Additionally, embeddings need to be very large to capture all the correlations in the dataset - I tested with reasonably small embedding size (~300) but even that was insufficient to get results that I wanted.
Ultimately, I learned that the bitter lesson still holds! I came to think of this approach as attempting to unbundle ChatGPT into models that each perform a slightly different step of the language modeling process. This approach has the benefit of making the internals of the language model more interpretable. The problem was that I still needed a lot of computation in order to model knowledge at a similar level as LLMs — no amount of unbundling of data would change that. I effecively re-learned the bitter lesson in the process of developing this approach. Ultimately whichever way it's done, modeling a dataset is modeling a dataset. All models achieving the same performance on the test set will be capturing the same patterns, albeit maybe in roughly different ways. Maybe some models can be used more easily in ways that are harder with other models, but I think every model architecture can be adapted to perform the same task.
A final note for this approach: in the introduction to this project I mentioned that existing language models model both language and knowledge. In this approach, I attempted to separate modeling language and knowledge, and had separate steps for each kind of modeling. The problem I ran into at the end, was that when it came to modeling knowledge, I needed a lot of computation to get good results. This makes me think that most of the computation/modeling of LLMs is in modeling knowledge. This is also evident in the fact that smaller models achieve good results at intermediate language tasks like syntax parsing, coreference resolution, etc, so the value added from LLMs is the ability to model knowledge. In other words, the modeling knowledge requires so much more computation than modeling language, because we only see success at this task when we use data- & compute-hungry LLMs.
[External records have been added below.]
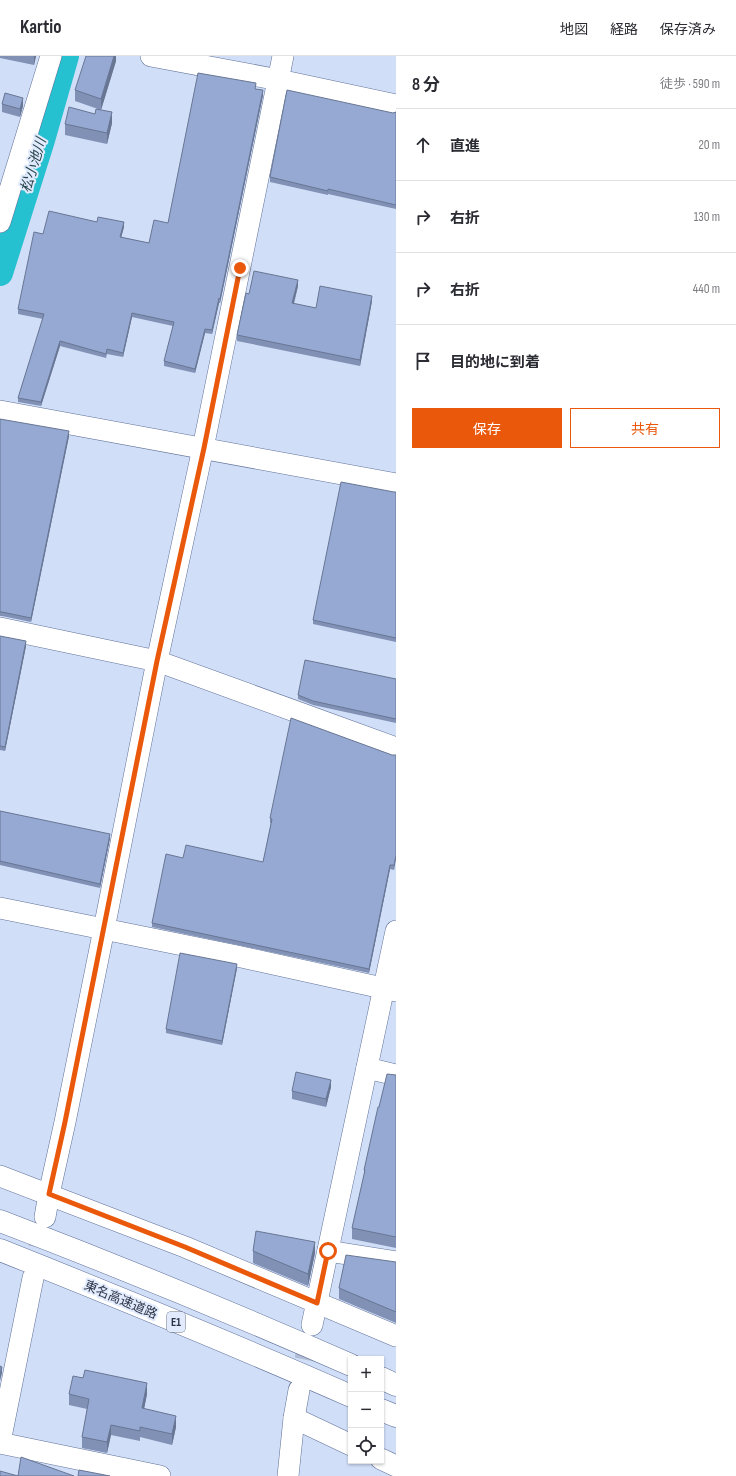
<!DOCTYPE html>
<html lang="ja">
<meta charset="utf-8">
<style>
body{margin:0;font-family:"Sofia Sans Condensed","Noto Sans JP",sans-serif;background:#f7f7f7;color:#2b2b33}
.controls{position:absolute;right:12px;bottom:12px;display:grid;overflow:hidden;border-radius:0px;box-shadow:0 1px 3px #0004}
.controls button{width:36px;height:36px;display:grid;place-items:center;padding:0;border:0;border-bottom:1px solid #e1e1e2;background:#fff;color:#2b2b33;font:20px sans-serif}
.stop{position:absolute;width:12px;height:12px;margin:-9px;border:3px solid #ea580c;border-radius:50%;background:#fff}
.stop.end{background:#ea580c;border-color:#fff;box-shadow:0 1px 4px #0008}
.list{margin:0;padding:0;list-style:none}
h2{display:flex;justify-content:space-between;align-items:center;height:52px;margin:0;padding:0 16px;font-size:17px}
h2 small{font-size:13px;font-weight:400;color:#7c7c81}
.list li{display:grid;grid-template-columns:26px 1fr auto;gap:12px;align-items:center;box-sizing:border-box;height:72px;padding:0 16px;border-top:1px solid #e1e1e2}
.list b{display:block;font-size:15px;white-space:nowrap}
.list em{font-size:13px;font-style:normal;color:#7c7c81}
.actions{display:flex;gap:8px;padding:12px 16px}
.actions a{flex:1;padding:9px 0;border:1px solid #ea580c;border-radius:0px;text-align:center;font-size:14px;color:#ea580c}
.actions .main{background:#ea580c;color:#fff}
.icon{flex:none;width:22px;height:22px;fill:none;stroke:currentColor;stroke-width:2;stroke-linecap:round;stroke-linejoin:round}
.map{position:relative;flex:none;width:396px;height:1420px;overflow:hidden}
header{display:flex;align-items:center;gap:24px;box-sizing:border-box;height:56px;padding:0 20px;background:#fff;border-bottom:1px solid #e1e1e2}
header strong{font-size:19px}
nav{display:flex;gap:22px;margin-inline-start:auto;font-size:14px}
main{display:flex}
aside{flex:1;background:#fff}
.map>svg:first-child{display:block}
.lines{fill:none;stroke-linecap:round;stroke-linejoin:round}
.river{stroke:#26c1d0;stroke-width:26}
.minor-tunnel{stroke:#b0bcd4;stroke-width:21;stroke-dasharray:21 10;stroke-linecap:butt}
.minor-casing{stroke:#607299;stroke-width:22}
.highway-casing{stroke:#607299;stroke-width:23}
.minor{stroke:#fff;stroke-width:21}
.highway{stroke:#fff;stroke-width:22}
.wall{fill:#8091b5}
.shaded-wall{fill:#687694}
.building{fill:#95a9d3;stroke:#687694}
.route{stroke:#ea580c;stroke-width:5}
.labels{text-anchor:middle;stroke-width:4;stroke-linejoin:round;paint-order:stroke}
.shield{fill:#e2ebfd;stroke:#626a7c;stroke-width:1}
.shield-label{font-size:12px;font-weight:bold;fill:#2b3344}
.street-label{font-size:13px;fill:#2b3344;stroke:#e2ebfd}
.water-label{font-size:14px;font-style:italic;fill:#28464a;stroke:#e2ebfd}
</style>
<header>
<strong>Kartio</strong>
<nav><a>地図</a><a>経路</a><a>保存済み</a></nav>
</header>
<main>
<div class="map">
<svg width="396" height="1420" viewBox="0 0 396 1420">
<rect width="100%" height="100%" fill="#d1def8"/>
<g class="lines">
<polyline class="river" points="0,217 42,84 66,0"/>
<g class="minor-tunnel">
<polyline points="33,1222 44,1164"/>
<polyline points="299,1334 311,1274"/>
</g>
<g class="minor-casing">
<g id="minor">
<polyline points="151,0 279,24 396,49"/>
<polyline points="0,166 51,0"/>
<polyline points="0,355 396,428"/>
<polyline points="0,572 157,605 396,692"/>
<polyline points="0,852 237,900 396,935"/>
<polyline points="367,1012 396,1019"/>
<polyline points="0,1120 185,1191 396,1280"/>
<polyline points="45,1161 49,1138 65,1066 104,873 157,605 203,392 283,0"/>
<polyline points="328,1195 396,1206"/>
<polyline points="312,1269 396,875"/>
<polyline points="294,1362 351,1389"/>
<polyline points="0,1386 33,1222"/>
<polyline points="0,1387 160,1420"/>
<polyline points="381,1403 396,1410"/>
<polyline points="288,1420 294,1362 299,1334"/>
</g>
</g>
<g class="highway-casing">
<g id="highway">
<path d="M0,1165C118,1210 235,1258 351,1309"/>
<path d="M0,1194C118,1241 235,1289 351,1340"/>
<polyline points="381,1322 396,1329"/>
<polyline points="381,1354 396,1360"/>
</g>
</g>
<use href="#minor" class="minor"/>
<use href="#highway" class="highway"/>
</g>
<g class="wall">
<polygon points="0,0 36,0 34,9 0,2"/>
<polygon points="116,0 116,5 101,54 112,67 107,88 65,79 65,68 95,58 98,53 75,45 75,34"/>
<polygon points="256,33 263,39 220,247 219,247 212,278 205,277 195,317 164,310 164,305 173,270 132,261 123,301 107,298 106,302 60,290 41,350 18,346 18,342 43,263 18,258 18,253 43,178 97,166 124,171 121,181 149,187 168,167"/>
<polygon points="2,48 23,50 20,61 2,56"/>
<polygon points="396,56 396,153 328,138 328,139 270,126 270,121 393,57"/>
<polygon points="298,230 294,248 316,252 372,245 360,310 237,285 237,279 249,238"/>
<polygon points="0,363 69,380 31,566 2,560 0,560"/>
<polygon points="394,436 396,436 396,586 313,568 313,564"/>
<polygon points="0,580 26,590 5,695 0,694"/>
<polygon points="396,623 396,667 313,649 298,643 298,639"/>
<polygon points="392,699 396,699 394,814 390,813 369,917 152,871 152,867 183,802 263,806 271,767 270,767 270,762"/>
<polygon points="0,755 110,782 100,832 0,809"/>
<polygon points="237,912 222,989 166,977 166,973"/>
<polygon points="396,1019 396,1192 352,1183 352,1172 364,1119 364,1114 379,1051"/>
<polygon points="331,1031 326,1051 292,1043 292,1035"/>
<polygon points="253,1195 315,1197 308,1230 253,1207"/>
<polygon points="396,1206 396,1267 339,1243 339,1232"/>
<polygon points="83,1322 147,1338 144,1353 176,1371 172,1389 140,1381 140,1385 111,1379 107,1397 82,1392 82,1381 87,1353 69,1349 69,1338"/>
</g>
<g class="shaded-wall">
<polygon points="34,0 36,0 34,9"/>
<polygon points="114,0 116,0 116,5 101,54 101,43"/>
<polygon points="263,34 263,39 220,247 220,243"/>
<polygon points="23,42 23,50 20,61 20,53"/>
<polygon points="112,56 112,67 107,88 107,77"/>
<polygon points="124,166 124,171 120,186 120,181"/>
<polygon points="298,224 298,230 292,253 292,247"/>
<polygon points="372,240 372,245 360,310 360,304"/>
<polygon points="219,242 219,247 212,278 212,274"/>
<polygon points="132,257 132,261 123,301 123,297"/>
<polygon points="205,273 205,277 195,317 195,313"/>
<polygon points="60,285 60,290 41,350 41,346"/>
<polygon points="69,375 69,380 31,566 31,562"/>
<polygon points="26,585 26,590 5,695 5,691"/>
<polygon points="110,778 110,782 100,832 100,828"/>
<polygon points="396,799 396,803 394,814 394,809"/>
<polygon points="390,809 390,813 369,917 369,913"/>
<polygon points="237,908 237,912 222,989 222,985"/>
<polygon points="331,1024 331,1031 326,1051 326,1043"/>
<polygon points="315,1186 315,1197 308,1230 308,1218"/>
<polygon points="2,1311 2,1317 0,1325 0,1319"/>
<polygon points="147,1327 147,1338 142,1363 142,1352"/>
<polygon points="176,1360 176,1371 172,1389 172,1378"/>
<polygon points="111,1369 111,1379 107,1397 107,1386"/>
</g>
<g class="building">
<polygon points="86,0 114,0 101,43 75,34"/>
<polygon points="198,17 256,27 255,33 263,34 220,243 219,242 212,274 205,273 195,313 164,305 174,266 132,257 123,297 107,293 106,298 60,285 41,346 18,342 44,258 18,253 34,176 43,178 49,155 97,166 98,161 124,166 120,181 149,187 154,164 168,167"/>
<polygon points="287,34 393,57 396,56 396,149 328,133 328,135 270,121"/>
<polygon points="5,37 23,42 20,53 2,48"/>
<polygon points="69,51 95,58 96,53 112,56 107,77 65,68"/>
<polygon points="254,215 298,224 292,247 316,252 320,230 372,240 360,304 237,279 246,237 249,238"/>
<polygon points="0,363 69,375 31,562 2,556 0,556"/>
<polygon points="341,426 394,436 396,436 396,582 313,564"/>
<polygon points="0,580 26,585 5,691 0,690"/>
<polygon points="305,604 396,623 396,663 313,645 298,639"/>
<polygon points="291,662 392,699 396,699 396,799 394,809 390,809 369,913 152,867 166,798 183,802 186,789 263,806 272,763 270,762"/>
<polygon points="0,755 110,778 100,828 0,805"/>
<polygon points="180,897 237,908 222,985 166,973"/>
<polygon points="296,1016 331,1024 326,1043 292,1035"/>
<polygon points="387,1018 396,1019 396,1181 352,1172 365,1114 364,1114 378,1051 379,1051"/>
<polygon points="256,1175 315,1186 308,1218 253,1195"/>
<polygon points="346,1199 396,1206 396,1256 339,1232"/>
<polygon points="0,1310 2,1311 0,1319"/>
<polygon points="85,1314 147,1327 142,1352 176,1360 172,1378 140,1371 140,1375 111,1369 107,1386 82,1381 89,1343 69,1338 73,1320 83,1322"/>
<polygon points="21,1401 74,1420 0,1420 0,1415 18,1420"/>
<polygon points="79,1414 110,1420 78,1420"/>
</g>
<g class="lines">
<polyline class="route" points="240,212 204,392 157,605 65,1066 49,1138 185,1191 317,1247 328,1195"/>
</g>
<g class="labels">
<rect class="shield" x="167" y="1256" width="18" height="20" rx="3"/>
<g class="shield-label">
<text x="176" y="1270">E1</text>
</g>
<g class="street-label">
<text transform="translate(121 1243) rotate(23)" y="5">東名高速道路</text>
</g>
<g class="water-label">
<text transform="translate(33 109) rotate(-73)" y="5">松小池川</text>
</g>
</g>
</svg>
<div class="controls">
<button>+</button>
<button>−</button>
<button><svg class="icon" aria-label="locate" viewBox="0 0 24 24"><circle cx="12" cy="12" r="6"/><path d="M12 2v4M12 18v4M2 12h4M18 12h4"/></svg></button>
</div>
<div class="stop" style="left:328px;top:1195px"></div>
<div class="stop end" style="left:240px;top:212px"></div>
</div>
<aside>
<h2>8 分<small>徒歩 · 590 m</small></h2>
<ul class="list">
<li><svg class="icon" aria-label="ahead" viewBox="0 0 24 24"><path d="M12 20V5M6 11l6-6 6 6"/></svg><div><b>直進</b></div><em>20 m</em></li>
<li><svg class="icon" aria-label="right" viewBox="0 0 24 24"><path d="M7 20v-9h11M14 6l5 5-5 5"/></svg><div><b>右折</b></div><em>130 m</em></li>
<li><svg class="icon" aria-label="right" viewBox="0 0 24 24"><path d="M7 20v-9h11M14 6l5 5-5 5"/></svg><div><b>右折</b></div><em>440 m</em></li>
<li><svg class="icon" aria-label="arrive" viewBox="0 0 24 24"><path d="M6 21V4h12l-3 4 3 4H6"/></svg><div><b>目的地に到着</b></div></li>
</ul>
<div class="actions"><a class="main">保存</a><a>共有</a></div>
</aside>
</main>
In this approach, I returned to using a transformer architecture as the foundational model, and I focused on using those models solely for the task of ranking information about a topic. This method is still in development — write-up coming soon!
What's the ultimate goal of AI? One intermediate goal, as explored in this project, is to improve access to knowledge. Another intermediate goal, as shown by ChatGPT's capabilities, is to use existing knowledge to make predictions about the world, and to automate tasks. My guess is that the ultimate goal of AI is to automate the discovery of knowledge, both by automating experimentation and by automating analysis of the experiements.
If AI has the ability to automate the discovery of knowledge, then part of its available resources can be used to discover how to make itself more efficient/cost-effective, improving itself over time. This is, in fact, the entire idea behind "the singularity". The rest of its available resources can be devoted towards expanding other areas of science and technology. However, this AI would be constrained by the physical world, so the amount of progress it could make is ultimately unknown.
From a technological point of view, this is a compelling idea. From a human standpoint, technology is only part of the human experience, and it's important to not set aside other, more important parts of life in pursuit of technological progress.